According to a senior executive of a large QSR player, “a restaurant is a deemed service provider under the law. The authority should see whether the price of a service has gone down or not, rather than looking at each individual item.” In the absence of anti-profiteering guidelines from the government, the litigation burden on the industry would rise, the executive said.
Currently, anti-profiteering investigation is on for Yums restaurants (Pizza Hut and KFC), Subway and Jubilant Foodworks (Domino’s Pizza). In fact, the DG Anti-Profiteering recently passed an order against Domino’s, stating that it had not reduced the prices of all its food products after the GST Council cut the tax rate on restaurants last November to 5 per cent from 18 per cent earlier. The chain passed on the benefit selectively, the order had said.
“Industry believes it's not right for the authorities to insist that price reduction should be at each SKU level, particularly in the absence of guidelines to this effect. Particularly for food chains which are deemed to be service providers, individual SKU of products should not really matter,” said Pratik Jain, partner, PwC India.
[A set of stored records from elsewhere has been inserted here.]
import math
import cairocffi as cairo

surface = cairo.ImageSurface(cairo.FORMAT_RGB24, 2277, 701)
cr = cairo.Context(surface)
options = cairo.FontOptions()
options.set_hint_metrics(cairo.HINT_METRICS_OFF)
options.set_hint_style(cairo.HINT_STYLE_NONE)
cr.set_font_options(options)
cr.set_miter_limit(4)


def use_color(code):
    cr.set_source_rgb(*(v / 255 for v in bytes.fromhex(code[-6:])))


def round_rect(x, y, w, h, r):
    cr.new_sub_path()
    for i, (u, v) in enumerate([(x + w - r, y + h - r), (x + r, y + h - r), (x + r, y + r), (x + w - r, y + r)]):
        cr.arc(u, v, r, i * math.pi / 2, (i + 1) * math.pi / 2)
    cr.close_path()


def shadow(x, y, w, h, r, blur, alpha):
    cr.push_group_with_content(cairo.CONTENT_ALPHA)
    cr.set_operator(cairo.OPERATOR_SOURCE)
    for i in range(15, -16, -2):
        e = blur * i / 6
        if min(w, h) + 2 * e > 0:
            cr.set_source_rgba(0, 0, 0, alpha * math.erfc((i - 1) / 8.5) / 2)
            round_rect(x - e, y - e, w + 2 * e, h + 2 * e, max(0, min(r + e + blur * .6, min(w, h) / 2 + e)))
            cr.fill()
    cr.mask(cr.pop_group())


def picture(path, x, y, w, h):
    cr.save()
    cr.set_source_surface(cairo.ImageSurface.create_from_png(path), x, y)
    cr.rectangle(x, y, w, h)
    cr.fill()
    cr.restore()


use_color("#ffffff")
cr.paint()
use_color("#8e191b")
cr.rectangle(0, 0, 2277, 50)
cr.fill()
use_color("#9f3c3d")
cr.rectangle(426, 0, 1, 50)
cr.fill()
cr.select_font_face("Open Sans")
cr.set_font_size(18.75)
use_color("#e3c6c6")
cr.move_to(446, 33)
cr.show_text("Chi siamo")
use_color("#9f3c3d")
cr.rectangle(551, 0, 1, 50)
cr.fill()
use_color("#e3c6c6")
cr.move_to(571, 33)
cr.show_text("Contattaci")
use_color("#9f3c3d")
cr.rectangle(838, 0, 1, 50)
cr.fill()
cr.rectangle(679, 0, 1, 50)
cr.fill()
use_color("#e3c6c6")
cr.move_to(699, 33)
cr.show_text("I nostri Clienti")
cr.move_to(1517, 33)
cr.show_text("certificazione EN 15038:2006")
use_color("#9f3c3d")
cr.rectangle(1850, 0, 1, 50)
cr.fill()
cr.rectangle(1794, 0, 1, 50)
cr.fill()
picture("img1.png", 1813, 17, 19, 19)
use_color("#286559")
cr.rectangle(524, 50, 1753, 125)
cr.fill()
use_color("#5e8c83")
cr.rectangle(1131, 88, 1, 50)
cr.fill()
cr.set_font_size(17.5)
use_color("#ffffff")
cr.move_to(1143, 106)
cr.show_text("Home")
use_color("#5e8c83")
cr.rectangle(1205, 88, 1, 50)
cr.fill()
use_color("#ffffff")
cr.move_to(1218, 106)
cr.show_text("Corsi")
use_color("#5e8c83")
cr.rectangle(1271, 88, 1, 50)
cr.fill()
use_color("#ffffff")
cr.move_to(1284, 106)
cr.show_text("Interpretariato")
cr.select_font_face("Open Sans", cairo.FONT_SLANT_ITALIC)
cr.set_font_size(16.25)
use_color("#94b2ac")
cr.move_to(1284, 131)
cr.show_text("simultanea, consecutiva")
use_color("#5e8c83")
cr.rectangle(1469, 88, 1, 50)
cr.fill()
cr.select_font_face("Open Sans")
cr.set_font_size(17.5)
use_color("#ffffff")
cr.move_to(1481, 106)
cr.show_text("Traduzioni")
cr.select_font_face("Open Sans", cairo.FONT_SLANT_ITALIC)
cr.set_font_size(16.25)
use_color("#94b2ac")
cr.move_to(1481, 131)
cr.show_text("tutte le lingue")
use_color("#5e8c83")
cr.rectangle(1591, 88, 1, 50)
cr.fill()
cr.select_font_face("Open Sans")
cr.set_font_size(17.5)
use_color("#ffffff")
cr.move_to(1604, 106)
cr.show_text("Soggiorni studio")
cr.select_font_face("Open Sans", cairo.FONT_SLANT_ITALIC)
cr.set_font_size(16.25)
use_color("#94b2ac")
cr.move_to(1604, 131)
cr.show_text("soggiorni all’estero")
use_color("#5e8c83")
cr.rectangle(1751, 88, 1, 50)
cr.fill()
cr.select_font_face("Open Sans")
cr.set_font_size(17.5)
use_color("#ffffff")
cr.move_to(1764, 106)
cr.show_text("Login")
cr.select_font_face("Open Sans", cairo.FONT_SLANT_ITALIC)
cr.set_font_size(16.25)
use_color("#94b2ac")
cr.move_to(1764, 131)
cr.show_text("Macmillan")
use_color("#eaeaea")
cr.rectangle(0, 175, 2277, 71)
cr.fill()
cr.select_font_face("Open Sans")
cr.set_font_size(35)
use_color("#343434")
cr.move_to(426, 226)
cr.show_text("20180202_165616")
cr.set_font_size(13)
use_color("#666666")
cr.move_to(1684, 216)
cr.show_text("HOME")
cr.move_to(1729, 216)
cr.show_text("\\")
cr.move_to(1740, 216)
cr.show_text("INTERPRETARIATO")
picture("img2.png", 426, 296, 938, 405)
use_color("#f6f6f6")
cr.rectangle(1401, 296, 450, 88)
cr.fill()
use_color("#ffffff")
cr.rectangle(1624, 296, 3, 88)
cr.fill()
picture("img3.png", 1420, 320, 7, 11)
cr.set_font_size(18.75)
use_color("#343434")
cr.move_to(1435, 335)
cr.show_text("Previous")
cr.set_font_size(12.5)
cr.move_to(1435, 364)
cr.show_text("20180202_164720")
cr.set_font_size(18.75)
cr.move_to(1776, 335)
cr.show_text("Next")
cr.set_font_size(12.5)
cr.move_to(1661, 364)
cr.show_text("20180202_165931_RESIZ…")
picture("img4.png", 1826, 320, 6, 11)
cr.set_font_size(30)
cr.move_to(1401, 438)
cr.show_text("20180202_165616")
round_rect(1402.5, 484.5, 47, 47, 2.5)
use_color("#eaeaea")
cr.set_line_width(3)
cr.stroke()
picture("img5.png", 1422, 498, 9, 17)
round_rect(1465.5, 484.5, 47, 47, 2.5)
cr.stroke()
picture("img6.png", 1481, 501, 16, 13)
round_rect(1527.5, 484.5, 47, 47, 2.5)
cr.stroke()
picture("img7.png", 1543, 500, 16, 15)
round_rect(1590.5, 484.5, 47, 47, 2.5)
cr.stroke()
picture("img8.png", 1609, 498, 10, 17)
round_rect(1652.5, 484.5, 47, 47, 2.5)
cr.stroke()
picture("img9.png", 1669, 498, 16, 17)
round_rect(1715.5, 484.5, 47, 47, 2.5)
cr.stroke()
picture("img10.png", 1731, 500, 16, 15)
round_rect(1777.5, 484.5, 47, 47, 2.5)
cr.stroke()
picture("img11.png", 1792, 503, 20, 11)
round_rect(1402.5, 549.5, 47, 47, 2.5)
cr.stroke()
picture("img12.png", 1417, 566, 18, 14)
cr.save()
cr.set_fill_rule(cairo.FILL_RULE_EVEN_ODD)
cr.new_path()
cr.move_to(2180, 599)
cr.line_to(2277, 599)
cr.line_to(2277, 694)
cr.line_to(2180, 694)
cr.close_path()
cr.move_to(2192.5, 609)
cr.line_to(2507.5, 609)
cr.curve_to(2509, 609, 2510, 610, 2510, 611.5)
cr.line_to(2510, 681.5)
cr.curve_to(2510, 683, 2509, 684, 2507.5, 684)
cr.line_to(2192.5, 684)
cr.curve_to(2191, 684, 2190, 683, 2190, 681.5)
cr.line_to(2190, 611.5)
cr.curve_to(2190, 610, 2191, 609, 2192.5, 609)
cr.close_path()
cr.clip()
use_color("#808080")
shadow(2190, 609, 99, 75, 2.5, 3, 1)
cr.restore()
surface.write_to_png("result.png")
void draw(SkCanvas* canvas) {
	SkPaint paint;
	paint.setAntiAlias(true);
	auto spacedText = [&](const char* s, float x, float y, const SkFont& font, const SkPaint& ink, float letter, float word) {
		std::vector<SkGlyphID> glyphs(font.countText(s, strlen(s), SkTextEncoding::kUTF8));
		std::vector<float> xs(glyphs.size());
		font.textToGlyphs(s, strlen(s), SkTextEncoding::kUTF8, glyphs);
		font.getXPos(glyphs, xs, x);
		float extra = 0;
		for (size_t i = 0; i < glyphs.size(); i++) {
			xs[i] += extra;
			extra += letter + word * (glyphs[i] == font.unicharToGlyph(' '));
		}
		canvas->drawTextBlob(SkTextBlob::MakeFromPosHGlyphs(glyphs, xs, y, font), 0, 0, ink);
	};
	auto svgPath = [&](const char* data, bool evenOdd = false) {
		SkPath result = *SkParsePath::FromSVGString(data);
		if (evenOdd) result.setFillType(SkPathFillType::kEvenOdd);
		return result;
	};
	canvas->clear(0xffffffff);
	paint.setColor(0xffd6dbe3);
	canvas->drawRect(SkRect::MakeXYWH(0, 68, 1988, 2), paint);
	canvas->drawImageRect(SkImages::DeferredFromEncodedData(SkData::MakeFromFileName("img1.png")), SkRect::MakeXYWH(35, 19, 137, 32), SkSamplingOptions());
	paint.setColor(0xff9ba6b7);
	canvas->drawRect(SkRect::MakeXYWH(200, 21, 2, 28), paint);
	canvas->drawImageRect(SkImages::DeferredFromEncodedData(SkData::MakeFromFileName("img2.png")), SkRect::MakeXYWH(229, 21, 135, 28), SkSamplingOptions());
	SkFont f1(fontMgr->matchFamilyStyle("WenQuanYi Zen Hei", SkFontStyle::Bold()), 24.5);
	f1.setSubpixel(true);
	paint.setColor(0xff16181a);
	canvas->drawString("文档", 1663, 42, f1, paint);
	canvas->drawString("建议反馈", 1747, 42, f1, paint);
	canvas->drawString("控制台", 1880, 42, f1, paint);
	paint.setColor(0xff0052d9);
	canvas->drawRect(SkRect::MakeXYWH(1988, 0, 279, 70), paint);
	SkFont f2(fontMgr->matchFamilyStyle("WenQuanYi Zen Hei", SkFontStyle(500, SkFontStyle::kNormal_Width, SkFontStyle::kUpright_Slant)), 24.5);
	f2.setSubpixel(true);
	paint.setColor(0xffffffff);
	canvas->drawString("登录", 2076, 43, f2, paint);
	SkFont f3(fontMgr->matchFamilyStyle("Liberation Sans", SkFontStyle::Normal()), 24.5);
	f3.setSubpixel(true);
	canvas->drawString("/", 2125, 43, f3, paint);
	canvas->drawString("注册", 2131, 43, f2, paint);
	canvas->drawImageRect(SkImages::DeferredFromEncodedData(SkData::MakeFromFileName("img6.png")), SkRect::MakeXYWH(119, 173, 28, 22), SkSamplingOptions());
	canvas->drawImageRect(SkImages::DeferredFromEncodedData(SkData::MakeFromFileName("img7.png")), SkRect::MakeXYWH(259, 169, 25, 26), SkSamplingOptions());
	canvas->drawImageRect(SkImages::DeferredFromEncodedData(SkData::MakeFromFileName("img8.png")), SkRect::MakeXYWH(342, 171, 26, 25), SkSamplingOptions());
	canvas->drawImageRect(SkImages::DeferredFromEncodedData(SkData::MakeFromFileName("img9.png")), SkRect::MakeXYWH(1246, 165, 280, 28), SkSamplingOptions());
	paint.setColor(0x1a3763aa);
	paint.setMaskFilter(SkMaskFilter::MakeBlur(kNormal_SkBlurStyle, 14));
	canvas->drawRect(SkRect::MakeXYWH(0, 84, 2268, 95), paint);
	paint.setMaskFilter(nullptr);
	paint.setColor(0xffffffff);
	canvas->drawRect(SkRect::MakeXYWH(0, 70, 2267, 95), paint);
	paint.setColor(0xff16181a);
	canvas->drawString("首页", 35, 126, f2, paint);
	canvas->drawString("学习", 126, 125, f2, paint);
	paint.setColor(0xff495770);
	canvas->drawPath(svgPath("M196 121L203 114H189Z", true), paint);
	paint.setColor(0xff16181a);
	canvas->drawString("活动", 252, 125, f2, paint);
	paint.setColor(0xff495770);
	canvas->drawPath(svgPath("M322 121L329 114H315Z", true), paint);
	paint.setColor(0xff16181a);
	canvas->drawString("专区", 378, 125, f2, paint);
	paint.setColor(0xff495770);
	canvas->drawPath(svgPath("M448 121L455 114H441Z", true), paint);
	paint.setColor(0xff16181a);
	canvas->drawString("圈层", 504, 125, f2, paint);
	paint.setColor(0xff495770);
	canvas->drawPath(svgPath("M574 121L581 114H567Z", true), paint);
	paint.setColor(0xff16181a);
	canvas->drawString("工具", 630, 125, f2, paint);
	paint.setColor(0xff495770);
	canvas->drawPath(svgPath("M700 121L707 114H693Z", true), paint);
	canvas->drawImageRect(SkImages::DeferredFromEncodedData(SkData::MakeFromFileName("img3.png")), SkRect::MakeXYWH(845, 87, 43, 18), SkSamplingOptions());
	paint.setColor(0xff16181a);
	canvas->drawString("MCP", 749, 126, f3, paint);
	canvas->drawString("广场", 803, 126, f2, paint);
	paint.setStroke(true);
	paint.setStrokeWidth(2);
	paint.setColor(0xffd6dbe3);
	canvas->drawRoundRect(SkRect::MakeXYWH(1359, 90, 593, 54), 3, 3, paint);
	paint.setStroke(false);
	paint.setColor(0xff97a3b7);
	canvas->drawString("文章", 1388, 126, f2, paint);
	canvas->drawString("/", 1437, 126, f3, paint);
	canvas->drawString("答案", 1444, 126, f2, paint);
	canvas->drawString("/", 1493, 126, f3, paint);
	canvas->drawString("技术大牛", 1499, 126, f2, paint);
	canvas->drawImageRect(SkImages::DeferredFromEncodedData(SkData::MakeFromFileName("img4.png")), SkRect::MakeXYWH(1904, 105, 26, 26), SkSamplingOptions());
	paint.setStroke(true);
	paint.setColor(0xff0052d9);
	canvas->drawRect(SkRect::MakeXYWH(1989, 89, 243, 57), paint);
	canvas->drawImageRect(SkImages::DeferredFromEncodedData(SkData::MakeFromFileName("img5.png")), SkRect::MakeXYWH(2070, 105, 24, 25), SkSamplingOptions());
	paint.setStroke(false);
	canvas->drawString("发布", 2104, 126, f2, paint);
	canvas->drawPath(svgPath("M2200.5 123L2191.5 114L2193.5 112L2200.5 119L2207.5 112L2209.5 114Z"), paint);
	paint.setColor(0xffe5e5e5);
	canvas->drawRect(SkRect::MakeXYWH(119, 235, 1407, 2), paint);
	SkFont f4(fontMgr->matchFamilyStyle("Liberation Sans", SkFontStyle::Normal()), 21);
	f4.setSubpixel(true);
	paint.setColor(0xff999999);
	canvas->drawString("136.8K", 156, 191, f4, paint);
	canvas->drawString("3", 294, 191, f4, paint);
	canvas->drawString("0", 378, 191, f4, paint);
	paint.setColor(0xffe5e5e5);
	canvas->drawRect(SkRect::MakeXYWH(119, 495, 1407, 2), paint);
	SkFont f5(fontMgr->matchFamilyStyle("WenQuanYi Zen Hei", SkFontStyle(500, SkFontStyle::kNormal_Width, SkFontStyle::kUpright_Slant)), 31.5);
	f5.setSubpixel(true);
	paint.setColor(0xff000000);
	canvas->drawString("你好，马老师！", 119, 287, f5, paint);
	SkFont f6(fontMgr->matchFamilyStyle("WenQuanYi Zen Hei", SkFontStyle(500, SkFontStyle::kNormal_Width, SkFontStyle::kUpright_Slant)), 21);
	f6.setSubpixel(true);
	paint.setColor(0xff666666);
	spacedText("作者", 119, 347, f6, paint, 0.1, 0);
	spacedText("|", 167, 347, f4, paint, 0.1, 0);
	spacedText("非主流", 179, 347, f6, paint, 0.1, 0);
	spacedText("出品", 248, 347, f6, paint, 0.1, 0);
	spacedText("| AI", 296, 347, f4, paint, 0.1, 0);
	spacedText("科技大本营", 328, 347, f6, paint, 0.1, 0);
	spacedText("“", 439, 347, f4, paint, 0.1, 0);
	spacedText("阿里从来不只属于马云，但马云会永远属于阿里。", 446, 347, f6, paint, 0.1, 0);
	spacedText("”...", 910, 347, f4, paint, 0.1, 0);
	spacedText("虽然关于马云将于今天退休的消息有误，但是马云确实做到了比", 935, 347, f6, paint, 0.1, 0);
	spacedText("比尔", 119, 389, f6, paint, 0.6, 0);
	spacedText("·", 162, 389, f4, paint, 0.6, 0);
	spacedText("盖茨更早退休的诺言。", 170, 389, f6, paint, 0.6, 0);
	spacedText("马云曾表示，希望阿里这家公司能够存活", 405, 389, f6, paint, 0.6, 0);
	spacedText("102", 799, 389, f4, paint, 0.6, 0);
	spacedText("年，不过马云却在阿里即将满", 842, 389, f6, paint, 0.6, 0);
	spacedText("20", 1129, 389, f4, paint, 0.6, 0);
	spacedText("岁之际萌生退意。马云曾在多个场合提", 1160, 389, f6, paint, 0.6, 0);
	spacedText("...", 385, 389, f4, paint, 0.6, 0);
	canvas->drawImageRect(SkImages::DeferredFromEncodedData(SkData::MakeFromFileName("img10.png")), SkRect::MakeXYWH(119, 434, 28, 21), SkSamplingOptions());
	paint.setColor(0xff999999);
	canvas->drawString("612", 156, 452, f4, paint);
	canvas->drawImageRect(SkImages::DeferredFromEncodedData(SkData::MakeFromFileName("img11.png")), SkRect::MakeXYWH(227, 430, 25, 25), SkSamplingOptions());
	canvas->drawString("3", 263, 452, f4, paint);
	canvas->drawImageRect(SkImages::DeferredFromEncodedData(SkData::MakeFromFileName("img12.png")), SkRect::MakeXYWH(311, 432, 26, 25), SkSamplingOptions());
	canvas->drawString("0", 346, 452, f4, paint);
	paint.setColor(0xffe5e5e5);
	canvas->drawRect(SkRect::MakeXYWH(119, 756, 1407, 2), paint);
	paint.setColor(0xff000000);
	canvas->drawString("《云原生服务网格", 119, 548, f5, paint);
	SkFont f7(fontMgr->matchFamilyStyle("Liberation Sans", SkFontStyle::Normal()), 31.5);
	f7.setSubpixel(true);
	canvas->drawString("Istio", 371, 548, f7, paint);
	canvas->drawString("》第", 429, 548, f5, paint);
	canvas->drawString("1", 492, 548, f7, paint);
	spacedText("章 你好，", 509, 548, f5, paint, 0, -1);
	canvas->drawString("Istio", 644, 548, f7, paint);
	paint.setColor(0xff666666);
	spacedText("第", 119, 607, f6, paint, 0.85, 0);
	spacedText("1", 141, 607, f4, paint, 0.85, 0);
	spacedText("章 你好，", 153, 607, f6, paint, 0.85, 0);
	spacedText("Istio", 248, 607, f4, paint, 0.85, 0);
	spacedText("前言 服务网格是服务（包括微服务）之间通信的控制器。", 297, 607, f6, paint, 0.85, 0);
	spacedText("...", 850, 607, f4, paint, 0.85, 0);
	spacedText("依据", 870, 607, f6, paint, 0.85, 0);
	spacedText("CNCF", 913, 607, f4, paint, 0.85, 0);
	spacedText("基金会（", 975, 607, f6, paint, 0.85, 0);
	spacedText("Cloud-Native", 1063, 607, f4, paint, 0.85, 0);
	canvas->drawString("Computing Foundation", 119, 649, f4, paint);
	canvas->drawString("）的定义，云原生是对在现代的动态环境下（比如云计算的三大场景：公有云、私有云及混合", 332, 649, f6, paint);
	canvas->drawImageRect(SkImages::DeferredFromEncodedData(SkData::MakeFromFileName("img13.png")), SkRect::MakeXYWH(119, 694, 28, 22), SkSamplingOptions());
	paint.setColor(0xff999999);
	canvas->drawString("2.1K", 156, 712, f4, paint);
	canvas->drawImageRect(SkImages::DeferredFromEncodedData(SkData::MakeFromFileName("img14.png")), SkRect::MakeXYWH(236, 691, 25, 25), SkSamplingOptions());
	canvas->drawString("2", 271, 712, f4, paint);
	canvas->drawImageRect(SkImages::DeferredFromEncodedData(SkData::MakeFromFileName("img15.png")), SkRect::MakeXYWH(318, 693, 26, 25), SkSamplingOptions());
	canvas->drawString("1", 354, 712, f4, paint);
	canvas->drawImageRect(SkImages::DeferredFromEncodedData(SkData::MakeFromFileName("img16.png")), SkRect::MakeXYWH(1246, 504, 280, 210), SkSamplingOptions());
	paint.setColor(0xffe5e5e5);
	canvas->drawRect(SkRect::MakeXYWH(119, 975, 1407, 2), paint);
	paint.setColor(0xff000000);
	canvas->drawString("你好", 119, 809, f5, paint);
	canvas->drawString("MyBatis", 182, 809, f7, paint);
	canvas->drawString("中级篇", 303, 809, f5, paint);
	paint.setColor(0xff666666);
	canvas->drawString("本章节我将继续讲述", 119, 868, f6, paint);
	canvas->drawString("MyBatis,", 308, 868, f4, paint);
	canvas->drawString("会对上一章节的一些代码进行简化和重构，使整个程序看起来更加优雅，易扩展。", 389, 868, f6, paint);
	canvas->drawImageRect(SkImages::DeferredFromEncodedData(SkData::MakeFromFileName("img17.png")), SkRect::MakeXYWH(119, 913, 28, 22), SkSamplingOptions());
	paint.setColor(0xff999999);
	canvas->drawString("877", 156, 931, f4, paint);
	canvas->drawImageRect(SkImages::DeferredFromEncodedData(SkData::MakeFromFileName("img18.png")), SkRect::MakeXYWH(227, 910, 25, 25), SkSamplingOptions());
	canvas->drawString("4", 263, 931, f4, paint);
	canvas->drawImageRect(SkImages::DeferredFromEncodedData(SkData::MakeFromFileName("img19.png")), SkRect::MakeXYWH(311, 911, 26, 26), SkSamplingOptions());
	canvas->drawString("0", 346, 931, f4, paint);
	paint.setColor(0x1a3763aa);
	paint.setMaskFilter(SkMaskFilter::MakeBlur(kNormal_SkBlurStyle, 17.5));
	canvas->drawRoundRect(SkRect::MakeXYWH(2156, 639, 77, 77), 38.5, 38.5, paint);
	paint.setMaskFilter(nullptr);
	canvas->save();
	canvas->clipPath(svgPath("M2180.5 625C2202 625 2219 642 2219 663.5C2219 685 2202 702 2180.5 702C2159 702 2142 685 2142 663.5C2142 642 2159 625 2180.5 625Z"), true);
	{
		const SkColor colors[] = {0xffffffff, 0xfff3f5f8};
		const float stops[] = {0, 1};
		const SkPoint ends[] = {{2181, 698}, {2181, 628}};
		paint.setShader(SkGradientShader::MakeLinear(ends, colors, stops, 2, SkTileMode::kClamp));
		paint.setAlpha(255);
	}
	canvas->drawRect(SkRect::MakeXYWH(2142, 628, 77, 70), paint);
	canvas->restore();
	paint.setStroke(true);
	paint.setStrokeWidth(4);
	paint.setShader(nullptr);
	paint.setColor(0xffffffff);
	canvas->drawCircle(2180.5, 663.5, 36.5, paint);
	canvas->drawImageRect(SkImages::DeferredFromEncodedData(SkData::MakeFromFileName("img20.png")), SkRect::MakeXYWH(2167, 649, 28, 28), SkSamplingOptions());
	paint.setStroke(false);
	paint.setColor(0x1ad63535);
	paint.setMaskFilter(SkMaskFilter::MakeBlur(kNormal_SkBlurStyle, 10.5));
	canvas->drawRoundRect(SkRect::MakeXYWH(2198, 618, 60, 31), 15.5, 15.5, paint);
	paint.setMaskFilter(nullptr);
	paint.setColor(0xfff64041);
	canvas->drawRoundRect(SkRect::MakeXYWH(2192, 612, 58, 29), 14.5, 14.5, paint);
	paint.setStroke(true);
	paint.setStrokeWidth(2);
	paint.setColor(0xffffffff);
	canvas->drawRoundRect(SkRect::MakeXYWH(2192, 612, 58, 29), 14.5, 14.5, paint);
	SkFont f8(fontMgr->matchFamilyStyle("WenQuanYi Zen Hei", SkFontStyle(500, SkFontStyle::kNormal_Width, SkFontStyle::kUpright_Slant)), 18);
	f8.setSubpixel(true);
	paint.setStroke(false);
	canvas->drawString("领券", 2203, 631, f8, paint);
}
He added that if the authorities treat them as product companies, enquiry should be limited to the particular item for which complaint has been filed.
Given the ambiguity and significant ramifications on incorrect interpretation, the government should issue detailed guidelines on the same, Abhishek Jain, partner at EY, said.
But, some of the companies Business Standard spoke to were guarded in their comments.
“Subway Systems India Private Limited is fully cooperating with the National Anti-Profiteering Group in its investigation,” said a spokesperson. When asked about the controversy, a Yum spokesperson said, “we hold the highest respect for the law of the land and comply with all applicable government rules and regulations.’’
When it comes to the FMCG sector, the cost benefit translates to only a few paise in the case of smaller packs or saches. But the anti-profiteering authority is of view that companies should go by the legal metrology rules and reduce the price of an item to the nearest 50 paise. As a way out, while some FMCG companies have increased the grammage of the products, quick service restaurants have broadly passed on the benefit instead of at the SKU level.
‘’Benefits need to be passed on for even a sache of product as is the case for a bottle as per the law,” an official at the authority said.
HUL, for instance, increased the grammage for some products and reduced MRP for others. “The new pricing that we actioned was in terms of MRP reduction in some packs. On low value/price point packs, we have passed on the benefits through higher grammage/ml given on packs to the consumer,” the HUL spokesperson said. “HUL’s clear intent was to pass on the rate reduction benefit to the consumers at the earliest. In this endeavour, we had consciously prioritised packs which were high-selling packs as they provided the maximum value to consumers.”
“While the law says that the benefits must be passed on only by way of reduction in prices, one has to go by the spirit also and allow grammage increase,” said an NAA official.
While this is possible only for the new packaging, for older stocks, the authority is of view that prices must be reduced as per the legal Metrology Act, which says that the fraction of above 50 paise and up to 95 paise will be rounded off to 50 paise. This essentially means that if the price of a Re 1 sachet comes down to 90 paise after the GST rate cut, the MRP should be reduced to 50 paise. If this is not commercially feasible for companies, the profiteered amount must be deposited in the consumer welfare fund, an official pointed out.